This exercise calls for duplicating every entry below exactly, without the images.
RECORDS PROVIDED: Begin
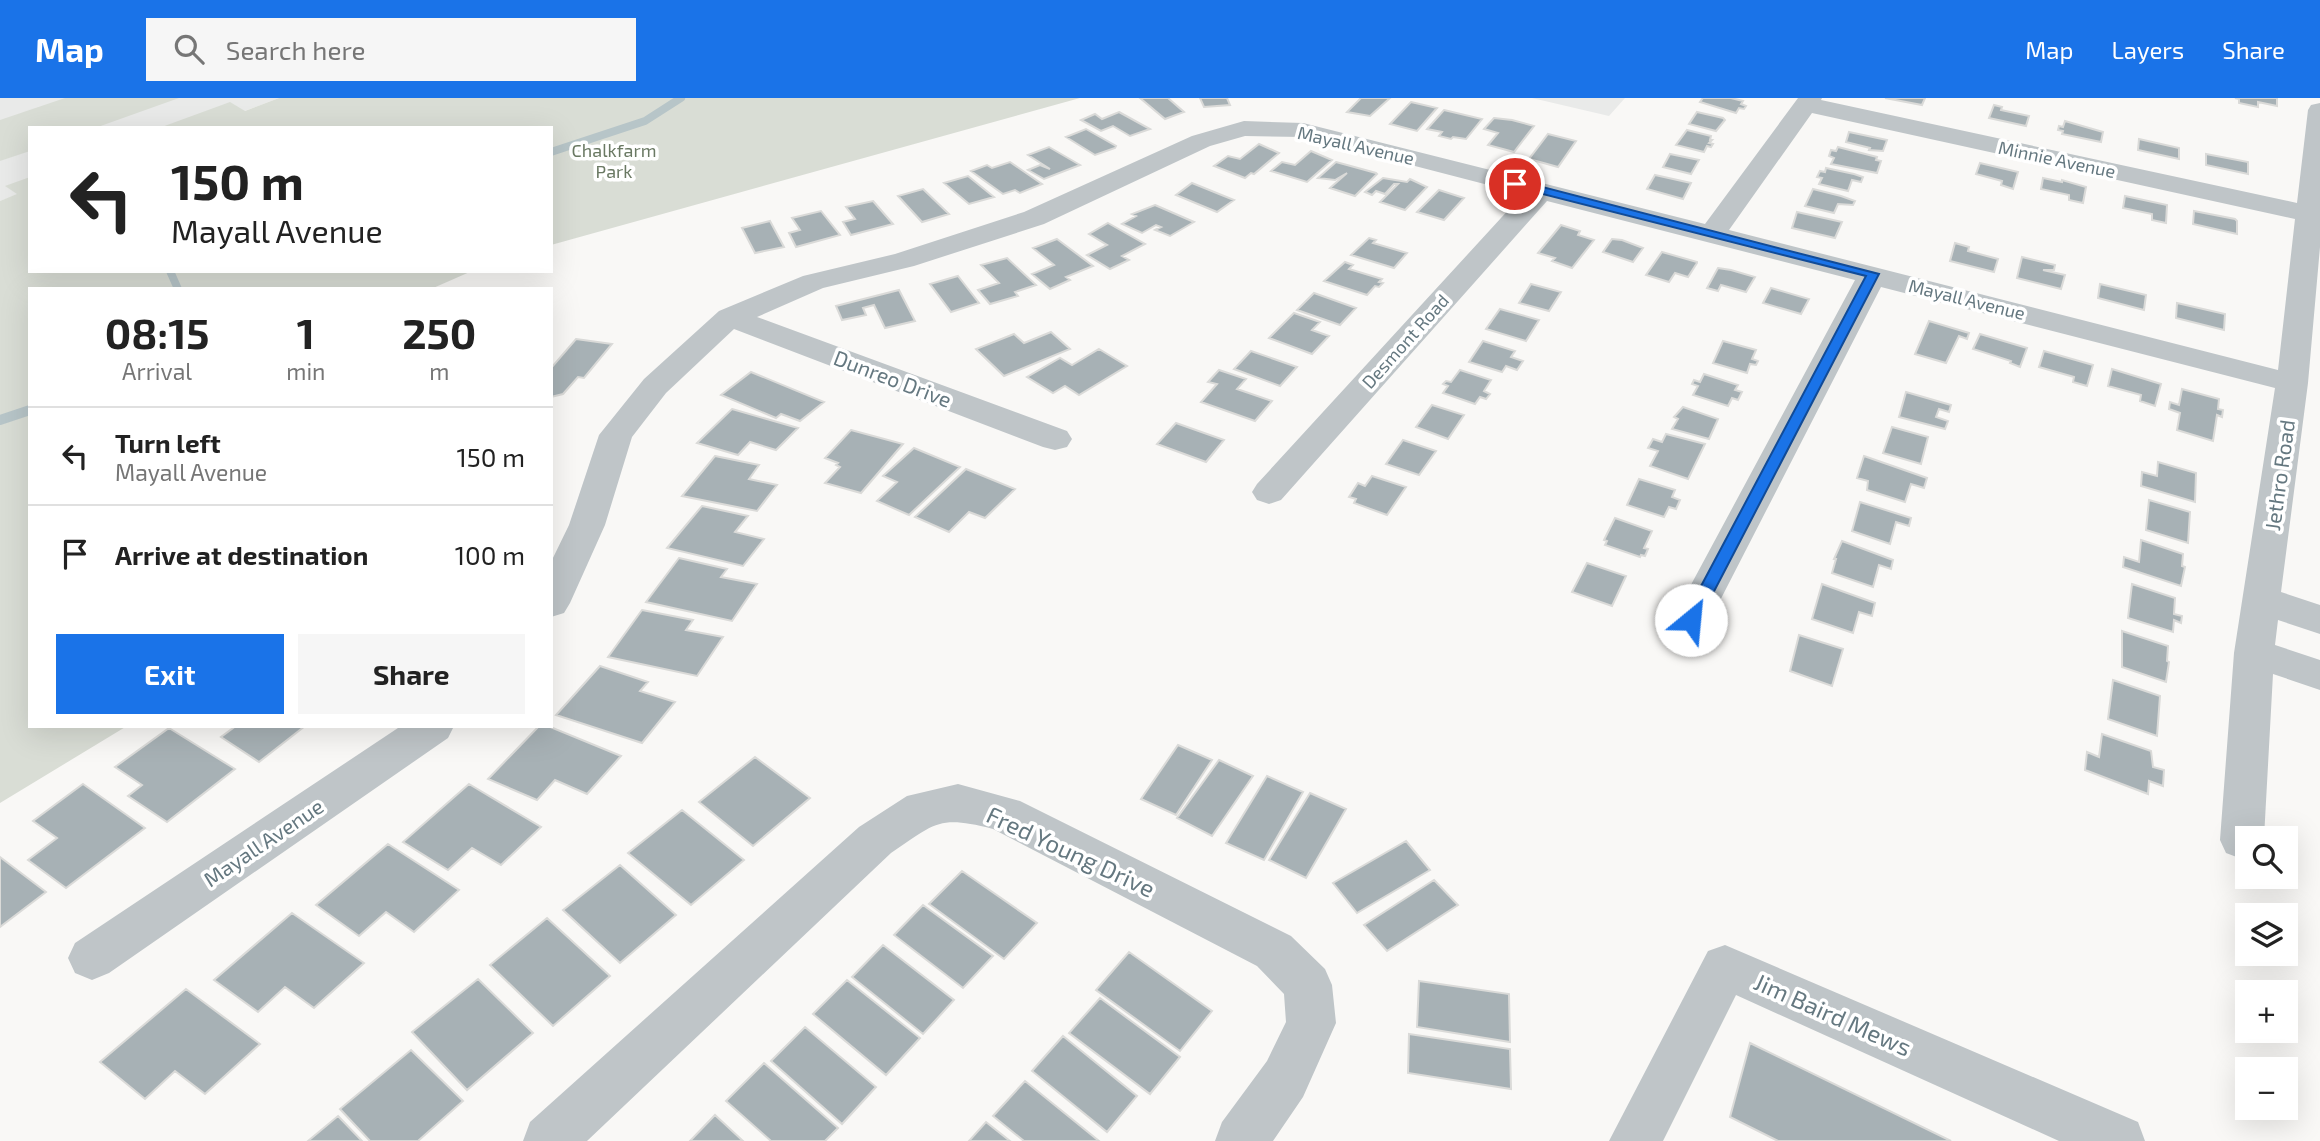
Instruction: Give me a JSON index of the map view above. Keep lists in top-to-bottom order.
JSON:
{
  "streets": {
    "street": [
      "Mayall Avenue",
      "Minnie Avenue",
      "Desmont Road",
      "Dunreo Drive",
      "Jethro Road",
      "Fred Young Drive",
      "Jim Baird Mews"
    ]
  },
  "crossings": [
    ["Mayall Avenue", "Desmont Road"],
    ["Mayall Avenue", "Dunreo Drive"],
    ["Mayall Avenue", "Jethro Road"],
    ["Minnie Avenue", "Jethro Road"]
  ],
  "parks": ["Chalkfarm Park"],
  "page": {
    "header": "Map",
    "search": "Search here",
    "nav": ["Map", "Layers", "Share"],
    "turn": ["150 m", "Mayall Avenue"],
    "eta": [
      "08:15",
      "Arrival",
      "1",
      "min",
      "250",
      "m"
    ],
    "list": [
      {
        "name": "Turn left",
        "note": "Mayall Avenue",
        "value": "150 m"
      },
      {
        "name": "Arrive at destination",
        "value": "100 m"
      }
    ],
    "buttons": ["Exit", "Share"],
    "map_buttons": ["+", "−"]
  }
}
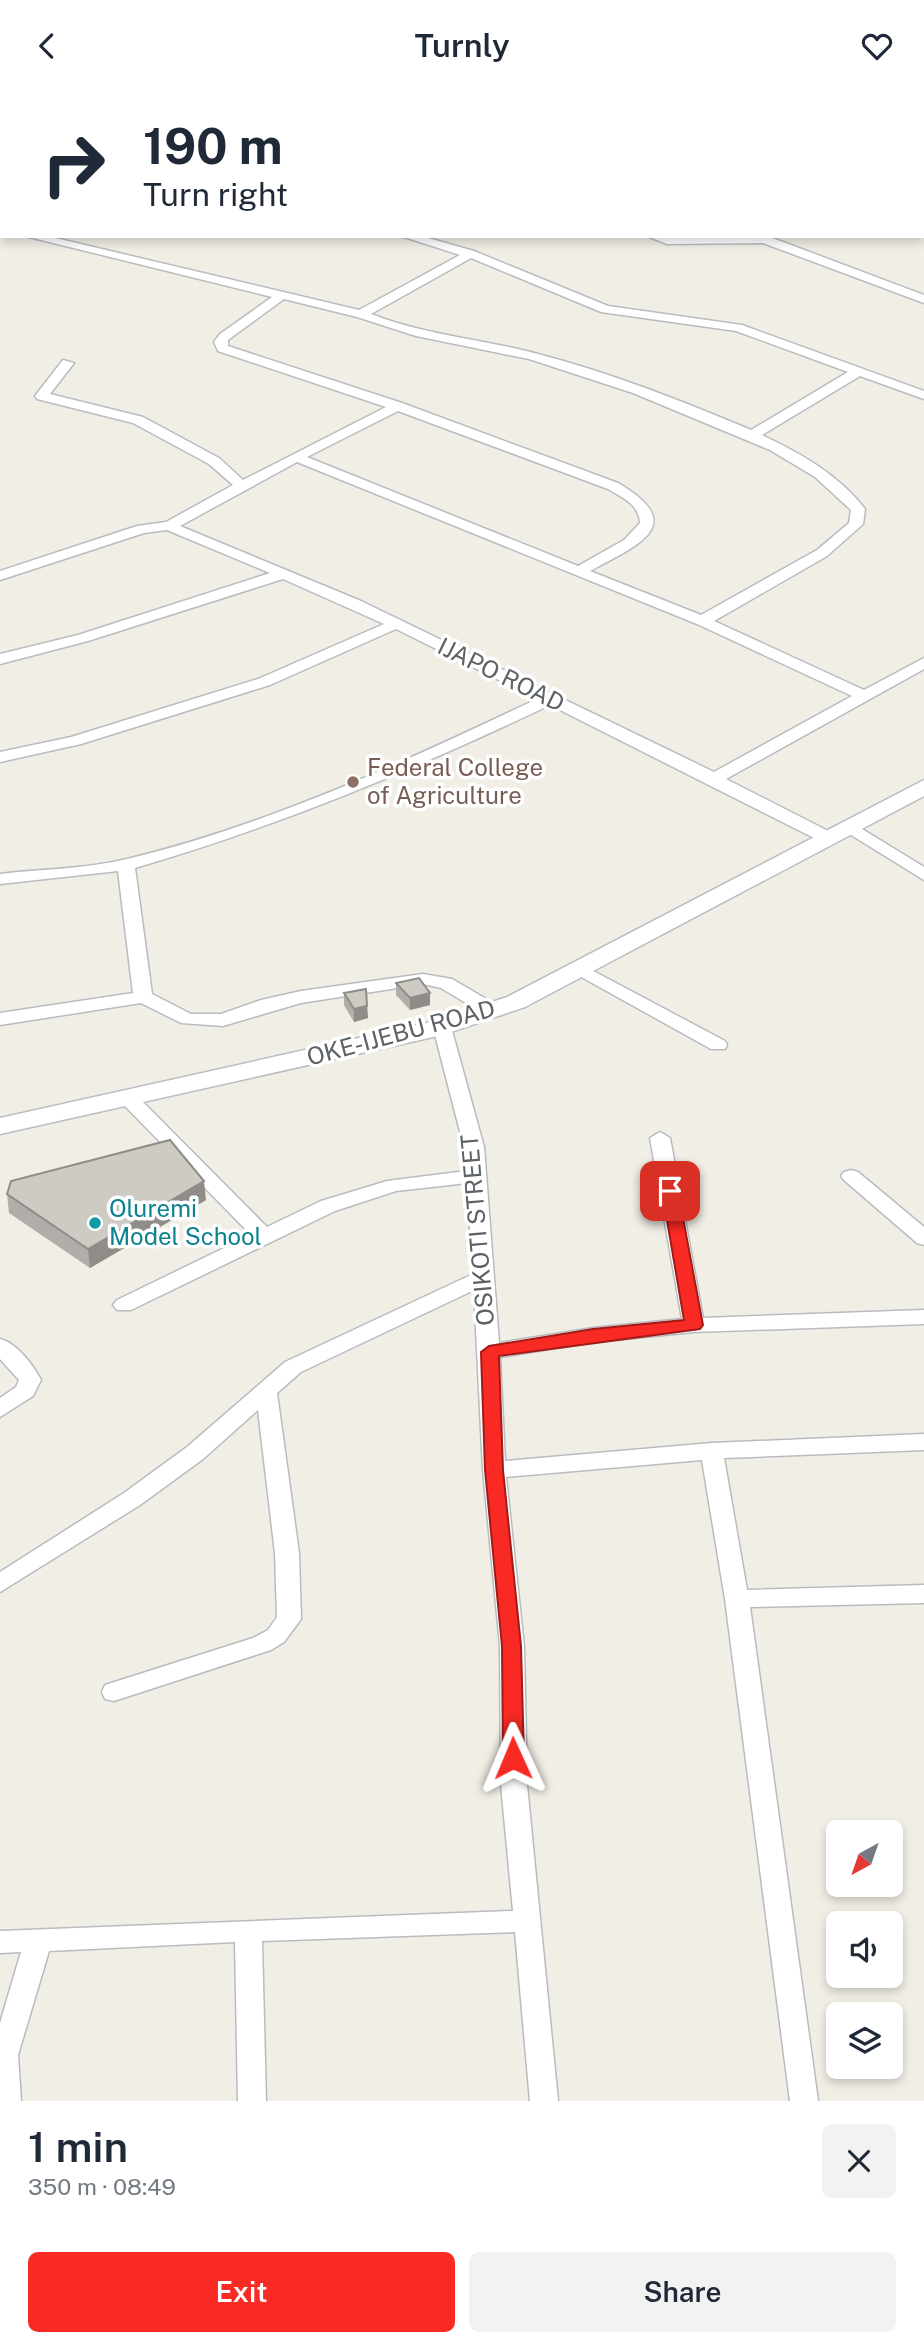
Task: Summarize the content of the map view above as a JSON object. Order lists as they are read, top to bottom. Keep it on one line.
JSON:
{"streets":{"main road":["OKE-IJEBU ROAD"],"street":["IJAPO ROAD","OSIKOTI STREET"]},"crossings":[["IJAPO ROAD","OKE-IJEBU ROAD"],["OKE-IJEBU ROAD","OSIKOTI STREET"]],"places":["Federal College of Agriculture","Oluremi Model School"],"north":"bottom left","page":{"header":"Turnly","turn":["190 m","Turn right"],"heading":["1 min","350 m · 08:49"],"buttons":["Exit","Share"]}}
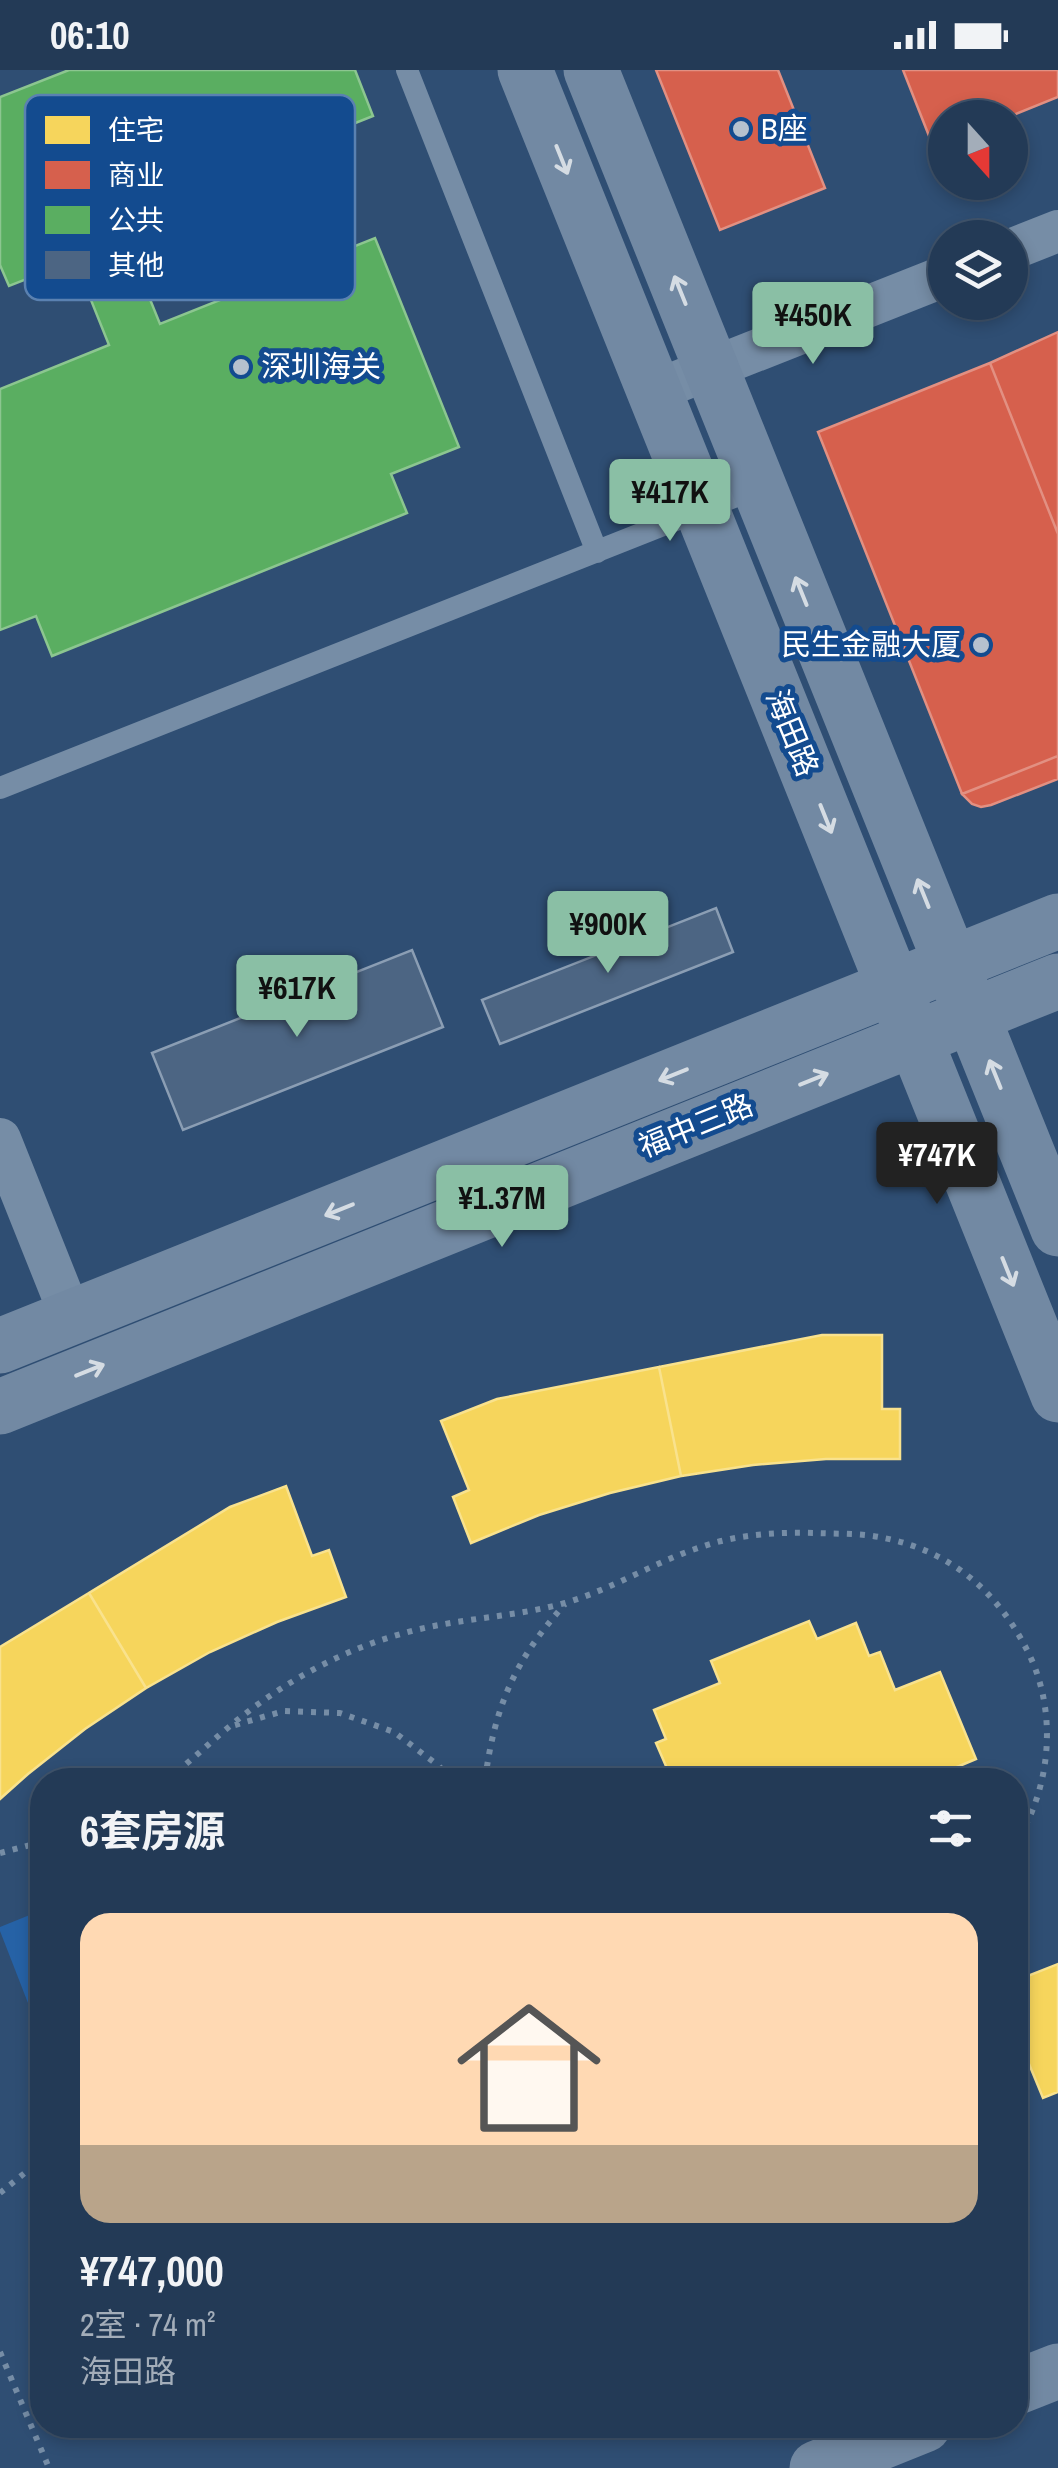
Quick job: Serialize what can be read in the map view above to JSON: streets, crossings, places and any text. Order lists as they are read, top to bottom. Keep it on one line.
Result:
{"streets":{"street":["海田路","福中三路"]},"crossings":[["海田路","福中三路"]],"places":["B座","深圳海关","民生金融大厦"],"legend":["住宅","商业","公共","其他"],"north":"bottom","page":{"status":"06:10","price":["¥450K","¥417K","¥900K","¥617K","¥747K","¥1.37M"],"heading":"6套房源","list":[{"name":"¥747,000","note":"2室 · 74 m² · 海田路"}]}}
RECORDS PROVIDED: End
> OUTPUT OF THE EXERCISE
Instruction: Give me a JSON index of the map view above. Keep lists in top-to-bottom order.
JSON:
{
  "streets": {
    "street": [
      "Mayall Avenue",
      "Minnie Avenue",
      "Desmont Road",
      "Dunreo Drive",
      "Jethro Road",
      "Fred Young Drive",
      "Jim Baird Mews"
    ]
  },
  "crossings": [
    ["Mayall Avenue", "Desmont Road"],
    ["Mayall Avenue", "Dunreo Drive"],
    ["Mayall Avenue", "Jethro Road"],
    ["Minnie Avenue", "Jethro Road"]
  ],
  "parks": ["Chalkfarm Park"],
  "page": {
    "header": "Map",
    "search": "Search here",
    "nav": ["Map", "Layers", "Share"],
    "turn": ["150 m", "Mayall Avenue"],
    "eta": [
      "08:15",
      "Arrival",
      "1",
      "min",
      "250",
      "m"
    ],
    "list": [
      {
        "name": "Turn left",
        "note": "Mayall Avenue",
        "value": "150 m"
      },
      {
        "name": "Arrive at destination",
        "value": "100 m"
      }
    ],
    "buttons": ["Exit", "Share"],
    "map_buttons": ["+", "−"]
  }
}
Task: Summarize the content of the map view above as a JSON object. Order lists as they are read, top to bottom. Keep it on one line.
JSON:
{"streets":{"main road":["OKE-IJEBU ROAD"],"street":["IJAPO ROAD","OSIKOTI STREET"]},"crossings":[["IJAPO ROAD","OKE-IJEBU ROAD"],["OKE-IJEBU ROAD","OSIKOTI STREET"]],"places":["Federal College of Agriculture","Oluremi Model School"],"north":"bottom left","page":{"header":"Turnly","turn":["190 m","Turn right"],"heading":["1 min","350 m · 08:49"],"buttons":["Exit","Share"]}}
Quick job: Serialize what can be read in the map view above to JSON: streets, crossings, places and any text. Order lists as they are read, top to bottom. Keep it on one line.
Result:
{"streets":{"street":["海田路","福中三路"]},"crossings":[["海田路","福中三路"]],"places":["B座","深圳海关","民生金融大厦"],"legend":["住宅","商业","公共","其他"],"north":"bottom","page":{"status":"06:10","price":["¥450K","¥417K","¥900K","¥617K","¥747K","¥1.37M"],"heading":"6套房源","list":[{"name":"¥747,000","note":"2室 · 74 m² · 海田路"}]}}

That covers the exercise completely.